§ **Given information**:
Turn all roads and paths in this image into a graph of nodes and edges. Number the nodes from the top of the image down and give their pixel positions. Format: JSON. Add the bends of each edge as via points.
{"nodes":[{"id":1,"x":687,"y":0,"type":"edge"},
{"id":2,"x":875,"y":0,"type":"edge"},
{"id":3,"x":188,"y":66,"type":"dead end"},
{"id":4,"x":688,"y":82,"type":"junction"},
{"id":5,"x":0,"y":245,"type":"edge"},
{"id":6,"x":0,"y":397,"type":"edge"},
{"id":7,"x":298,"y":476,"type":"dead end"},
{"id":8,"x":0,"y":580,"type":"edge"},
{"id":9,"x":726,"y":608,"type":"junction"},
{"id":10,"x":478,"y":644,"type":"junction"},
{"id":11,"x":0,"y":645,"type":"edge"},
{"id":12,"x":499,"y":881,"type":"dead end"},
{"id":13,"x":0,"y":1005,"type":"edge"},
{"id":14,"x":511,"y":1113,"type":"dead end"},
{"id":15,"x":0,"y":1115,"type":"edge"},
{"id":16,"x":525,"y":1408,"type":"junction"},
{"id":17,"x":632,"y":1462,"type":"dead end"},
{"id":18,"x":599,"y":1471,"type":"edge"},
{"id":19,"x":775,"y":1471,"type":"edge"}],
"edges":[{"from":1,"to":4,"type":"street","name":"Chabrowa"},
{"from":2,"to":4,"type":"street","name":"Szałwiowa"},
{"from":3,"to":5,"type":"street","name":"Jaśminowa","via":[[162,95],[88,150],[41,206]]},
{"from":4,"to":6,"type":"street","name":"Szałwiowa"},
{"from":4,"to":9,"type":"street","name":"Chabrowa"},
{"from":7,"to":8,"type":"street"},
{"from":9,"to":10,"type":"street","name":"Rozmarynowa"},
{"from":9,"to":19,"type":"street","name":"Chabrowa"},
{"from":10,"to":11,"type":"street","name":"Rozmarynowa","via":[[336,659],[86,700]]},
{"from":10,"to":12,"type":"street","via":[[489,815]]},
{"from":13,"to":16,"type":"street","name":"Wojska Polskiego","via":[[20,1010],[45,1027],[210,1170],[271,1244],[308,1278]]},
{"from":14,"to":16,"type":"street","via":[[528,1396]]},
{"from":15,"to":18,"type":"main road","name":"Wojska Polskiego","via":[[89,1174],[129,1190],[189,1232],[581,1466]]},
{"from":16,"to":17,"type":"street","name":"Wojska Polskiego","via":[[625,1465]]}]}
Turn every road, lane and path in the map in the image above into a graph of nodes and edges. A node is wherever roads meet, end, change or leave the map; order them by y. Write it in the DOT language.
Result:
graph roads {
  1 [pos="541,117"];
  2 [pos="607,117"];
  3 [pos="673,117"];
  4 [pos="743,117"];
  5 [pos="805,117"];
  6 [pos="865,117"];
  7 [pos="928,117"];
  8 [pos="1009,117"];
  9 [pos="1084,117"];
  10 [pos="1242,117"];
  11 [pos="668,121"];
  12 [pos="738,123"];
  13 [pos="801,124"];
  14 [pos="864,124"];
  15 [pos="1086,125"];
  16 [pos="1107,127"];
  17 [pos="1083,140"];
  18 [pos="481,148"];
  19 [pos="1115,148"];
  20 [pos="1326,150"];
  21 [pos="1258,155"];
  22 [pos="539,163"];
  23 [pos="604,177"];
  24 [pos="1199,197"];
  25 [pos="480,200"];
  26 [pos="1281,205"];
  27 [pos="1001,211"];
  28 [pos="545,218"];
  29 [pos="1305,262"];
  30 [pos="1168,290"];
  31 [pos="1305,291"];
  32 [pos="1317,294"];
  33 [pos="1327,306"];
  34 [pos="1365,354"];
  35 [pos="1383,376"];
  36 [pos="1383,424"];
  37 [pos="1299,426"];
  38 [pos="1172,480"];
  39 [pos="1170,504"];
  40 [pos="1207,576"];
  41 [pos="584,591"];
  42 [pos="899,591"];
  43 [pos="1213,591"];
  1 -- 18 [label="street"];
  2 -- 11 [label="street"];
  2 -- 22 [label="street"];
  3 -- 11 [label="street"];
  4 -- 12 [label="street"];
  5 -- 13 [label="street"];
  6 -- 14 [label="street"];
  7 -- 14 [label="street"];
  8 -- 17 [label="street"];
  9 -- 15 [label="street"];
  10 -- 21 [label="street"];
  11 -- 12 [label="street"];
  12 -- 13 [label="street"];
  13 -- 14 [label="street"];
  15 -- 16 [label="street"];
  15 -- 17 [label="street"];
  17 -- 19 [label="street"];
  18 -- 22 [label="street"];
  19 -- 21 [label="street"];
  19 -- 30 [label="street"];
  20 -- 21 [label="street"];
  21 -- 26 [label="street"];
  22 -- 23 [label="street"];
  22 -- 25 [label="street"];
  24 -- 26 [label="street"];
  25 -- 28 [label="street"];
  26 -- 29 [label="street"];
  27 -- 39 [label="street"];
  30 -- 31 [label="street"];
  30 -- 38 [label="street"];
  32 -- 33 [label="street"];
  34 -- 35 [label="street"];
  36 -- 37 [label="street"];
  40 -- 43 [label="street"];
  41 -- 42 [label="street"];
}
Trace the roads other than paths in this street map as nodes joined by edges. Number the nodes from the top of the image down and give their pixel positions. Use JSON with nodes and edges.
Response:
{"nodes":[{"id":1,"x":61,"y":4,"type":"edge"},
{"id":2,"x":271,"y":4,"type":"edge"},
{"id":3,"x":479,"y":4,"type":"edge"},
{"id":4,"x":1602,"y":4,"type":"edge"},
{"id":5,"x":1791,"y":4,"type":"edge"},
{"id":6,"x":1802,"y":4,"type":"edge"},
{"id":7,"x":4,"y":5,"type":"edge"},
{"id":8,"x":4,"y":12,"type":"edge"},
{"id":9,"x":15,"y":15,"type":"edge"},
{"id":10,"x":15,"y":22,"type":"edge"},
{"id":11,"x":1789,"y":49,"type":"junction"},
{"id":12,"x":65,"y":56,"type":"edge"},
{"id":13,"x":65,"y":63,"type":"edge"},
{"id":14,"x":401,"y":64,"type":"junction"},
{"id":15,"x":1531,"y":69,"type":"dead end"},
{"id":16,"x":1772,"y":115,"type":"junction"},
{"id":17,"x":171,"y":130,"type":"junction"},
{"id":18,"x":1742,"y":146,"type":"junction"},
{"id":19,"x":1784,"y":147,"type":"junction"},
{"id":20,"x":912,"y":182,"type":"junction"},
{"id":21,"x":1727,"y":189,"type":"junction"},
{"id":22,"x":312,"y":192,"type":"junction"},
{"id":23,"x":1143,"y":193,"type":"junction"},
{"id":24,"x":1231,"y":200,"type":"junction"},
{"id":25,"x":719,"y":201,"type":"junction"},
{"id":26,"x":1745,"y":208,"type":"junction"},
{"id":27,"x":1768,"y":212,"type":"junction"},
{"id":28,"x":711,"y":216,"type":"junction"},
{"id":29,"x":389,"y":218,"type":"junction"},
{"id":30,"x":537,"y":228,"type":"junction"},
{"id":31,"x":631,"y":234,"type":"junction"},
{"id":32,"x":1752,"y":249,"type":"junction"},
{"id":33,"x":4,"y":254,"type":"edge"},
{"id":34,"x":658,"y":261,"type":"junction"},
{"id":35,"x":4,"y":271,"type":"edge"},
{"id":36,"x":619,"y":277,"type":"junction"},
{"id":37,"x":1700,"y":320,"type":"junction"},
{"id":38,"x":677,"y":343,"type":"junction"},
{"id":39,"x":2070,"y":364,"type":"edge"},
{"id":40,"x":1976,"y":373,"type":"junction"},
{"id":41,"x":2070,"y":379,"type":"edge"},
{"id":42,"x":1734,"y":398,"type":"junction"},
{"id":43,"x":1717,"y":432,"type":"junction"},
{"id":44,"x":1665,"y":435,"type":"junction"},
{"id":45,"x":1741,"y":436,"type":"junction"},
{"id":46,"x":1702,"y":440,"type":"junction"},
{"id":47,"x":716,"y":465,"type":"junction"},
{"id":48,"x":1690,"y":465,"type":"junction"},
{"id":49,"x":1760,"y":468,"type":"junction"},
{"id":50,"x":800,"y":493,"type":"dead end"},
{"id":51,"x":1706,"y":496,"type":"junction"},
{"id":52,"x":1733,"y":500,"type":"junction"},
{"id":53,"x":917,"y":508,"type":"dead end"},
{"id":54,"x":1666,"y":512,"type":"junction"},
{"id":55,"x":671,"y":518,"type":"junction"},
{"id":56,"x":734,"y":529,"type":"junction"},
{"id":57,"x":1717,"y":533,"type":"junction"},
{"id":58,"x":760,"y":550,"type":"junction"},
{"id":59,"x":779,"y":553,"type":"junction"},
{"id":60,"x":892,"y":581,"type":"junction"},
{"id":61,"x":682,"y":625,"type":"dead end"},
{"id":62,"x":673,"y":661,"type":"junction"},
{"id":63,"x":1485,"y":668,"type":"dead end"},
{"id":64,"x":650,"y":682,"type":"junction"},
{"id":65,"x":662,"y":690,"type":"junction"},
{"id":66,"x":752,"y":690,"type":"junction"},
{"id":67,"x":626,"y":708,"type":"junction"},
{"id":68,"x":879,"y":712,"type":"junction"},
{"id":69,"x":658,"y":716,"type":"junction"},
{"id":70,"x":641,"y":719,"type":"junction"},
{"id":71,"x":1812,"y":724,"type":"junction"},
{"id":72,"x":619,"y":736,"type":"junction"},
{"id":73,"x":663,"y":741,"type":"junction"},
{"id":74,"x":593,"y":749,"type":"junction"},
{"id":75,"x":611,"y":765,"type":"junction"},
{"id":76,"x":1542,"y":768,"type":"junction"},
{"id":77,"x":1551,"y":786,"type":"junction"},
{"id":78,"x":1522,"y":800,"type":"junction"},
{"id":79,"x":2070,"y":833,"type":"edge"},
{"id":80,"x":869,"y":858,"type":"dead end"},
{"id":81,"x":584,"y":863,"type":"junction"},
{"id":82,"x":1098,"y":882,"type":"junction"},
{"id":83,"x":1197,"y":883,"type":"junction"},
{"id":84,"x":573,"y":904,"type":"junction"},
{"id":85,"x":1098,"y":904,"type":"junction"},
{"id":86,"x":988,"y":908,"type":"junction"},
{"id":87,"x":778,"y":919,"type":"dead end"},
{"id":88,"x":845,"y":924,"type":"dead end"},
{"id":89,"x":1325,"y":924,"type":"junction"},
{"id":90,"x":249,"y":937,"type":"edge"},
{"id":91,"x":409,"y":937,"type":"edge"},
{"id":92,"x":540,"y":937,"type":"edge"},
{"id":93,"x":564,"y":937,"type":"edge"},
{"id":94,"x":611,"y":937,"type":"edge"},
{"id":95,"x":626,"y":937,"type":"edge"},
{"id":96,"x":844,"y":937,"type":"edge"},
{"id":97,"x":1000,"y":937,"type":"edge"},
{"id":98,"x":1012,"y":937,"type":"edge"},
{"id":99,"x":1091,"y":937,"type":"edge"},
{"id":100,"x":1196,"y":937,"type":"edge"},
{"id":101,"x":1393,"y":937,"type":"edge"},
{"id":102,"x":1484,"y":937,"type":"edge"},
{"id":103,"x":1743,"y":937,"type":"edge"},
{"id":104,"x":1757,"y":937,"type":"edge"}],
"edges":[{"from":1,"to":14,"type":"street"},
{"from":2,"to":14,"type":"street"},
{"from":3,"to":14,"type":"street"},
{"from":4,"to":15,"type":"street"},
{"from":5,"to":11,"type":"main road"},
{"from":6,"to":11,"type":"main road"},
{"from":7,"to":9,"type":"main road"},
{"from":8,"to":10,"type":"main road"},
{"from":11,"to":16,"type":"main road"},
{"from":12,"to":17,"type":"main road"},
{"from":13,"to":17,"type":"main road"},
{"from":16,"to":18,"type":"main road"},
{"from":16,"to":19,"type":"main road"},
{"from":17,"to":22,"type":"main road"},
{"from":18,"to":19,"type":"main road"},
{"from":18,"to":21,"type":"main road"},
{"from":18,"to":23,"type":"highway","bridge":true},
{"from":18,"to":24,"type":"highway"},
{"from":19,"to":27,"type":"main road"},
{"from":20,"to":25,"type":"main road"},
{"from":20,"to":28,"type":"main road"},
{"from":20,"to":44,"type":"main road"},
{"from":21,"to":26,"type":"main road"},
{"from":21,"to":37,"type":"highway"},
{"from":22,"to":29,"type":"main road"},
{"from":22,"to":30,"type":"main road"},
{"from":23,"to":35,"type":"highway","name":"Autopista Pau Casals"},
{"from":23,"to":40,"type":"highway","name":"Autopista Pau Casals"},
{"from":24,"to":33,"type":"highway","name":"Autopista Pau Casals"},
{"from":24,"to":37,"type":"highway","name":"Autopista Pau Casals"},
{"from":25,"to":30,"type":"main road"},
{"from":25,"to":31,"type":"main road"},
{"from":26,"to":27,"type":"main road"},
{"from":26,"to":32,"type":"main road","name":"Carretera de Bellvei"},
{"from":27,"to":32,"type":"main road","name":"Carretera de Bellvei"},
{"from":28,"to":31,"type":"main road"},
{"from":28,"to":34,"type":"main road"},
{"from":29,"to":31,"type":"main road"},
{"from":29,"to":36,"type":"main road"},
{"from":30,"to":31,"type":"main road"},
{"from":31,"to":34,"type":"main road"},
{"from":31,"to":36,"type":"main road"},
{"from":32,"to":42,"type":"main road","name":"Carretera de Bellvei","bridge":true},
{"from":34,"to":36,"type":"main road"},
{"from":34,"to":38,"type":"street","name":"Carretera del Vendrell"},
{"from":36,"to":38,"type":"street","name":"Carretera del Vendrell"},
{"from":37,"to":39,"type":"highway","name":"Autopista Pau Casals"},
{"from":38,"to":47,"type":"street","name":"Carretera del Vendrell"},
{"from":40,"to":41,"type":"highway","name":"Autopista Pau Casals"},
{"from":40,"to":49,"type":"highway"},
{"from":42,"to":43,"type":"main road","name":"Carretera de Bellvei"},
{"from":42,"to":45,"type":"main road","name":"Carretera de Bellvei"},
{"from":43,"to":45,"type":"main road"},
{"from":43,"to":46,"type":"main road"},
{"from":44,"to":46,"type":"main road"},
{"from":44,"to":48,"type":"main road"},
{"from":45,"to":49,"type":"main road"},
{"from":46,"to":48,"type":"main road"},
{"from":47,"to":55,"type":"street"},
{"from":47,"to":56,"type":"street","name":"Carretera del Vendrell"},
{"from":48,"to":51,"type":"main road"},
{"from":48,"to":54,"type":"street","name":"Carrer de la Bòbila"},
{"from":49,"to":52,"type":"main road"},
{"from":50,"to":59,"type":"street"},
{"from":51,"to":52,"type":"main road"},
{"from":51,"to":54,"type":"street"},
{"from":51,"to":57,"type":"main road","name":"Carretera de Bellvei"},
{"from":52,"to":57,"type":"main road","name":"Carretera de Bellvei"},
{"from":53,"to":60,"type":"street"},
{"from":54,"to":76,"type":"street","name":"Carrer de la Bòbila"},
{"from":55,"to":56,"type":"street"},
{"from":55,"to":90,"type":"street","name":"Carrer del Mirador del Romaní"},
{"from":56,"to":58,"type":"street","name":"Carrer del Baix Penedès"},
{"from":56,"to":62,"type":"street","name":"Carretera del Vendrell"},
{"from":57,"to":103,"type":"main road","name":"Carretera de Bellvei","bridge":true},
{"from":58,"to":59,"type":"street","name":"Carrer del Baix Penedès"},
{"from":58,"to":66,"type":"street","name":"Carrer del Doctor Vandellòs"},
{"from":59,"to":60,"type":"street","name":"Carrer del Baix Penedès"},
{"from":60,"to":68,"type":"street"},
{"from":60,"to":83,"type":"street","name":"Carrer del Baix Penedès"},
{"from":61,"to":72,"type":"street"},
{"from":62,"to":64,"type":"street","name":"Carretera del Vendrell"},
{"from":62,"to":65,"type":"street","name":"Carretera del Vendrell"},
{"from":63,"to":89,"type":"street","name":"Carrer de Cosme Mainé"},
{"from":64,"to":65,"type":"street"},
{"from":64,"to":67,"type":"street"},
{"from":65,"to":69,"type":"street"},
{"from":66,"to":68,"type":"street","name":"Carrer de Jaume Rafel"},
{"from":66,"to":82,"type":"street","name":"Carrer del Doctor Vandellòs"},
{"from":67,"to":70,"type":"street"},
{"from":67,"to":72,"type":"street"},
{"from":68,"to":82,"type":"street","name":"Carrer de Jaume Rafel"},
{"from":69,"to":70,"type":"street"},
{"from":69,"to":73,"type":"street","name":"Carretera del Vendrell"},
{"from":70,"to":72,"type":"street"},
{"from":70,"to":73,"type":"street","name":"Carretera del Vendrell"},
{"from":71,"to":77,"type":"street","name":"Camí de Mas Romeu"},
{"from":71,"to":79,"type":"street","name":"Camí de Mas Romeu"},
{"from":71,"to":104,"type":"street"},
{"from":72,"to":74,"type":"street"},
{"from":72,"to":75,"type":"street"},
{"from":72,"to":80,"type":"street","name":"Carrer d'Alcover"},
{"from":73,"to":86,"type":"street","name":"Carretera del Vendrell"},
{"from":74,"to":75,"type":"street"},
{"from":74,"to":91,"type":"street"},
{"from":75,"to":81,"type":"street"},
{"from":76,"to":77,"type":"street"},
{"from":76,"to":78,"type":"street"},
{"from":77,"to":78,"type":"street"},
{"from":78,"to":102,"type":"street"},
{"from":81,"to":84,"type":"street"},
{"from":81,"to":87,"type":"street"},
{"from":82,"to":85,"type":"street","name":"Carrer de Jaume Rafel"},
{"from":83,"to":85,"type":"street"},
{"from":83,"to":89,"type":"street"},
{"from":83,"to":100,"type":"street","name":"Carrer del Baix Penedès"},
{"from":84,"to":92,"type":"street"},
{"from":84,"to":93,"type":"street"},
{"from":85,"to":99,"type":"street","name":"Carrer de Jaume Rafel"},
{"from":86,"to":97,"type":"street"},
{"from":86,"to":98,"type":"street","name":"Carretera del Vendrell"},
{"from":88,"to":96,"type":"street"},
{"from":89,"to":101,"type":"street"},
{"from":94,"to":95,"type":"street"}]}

§ **Task requirements**: Across the whole listing, tally the lines that include the string "Chabrowa". Reply with the number only.

§ **Expected answer**: 3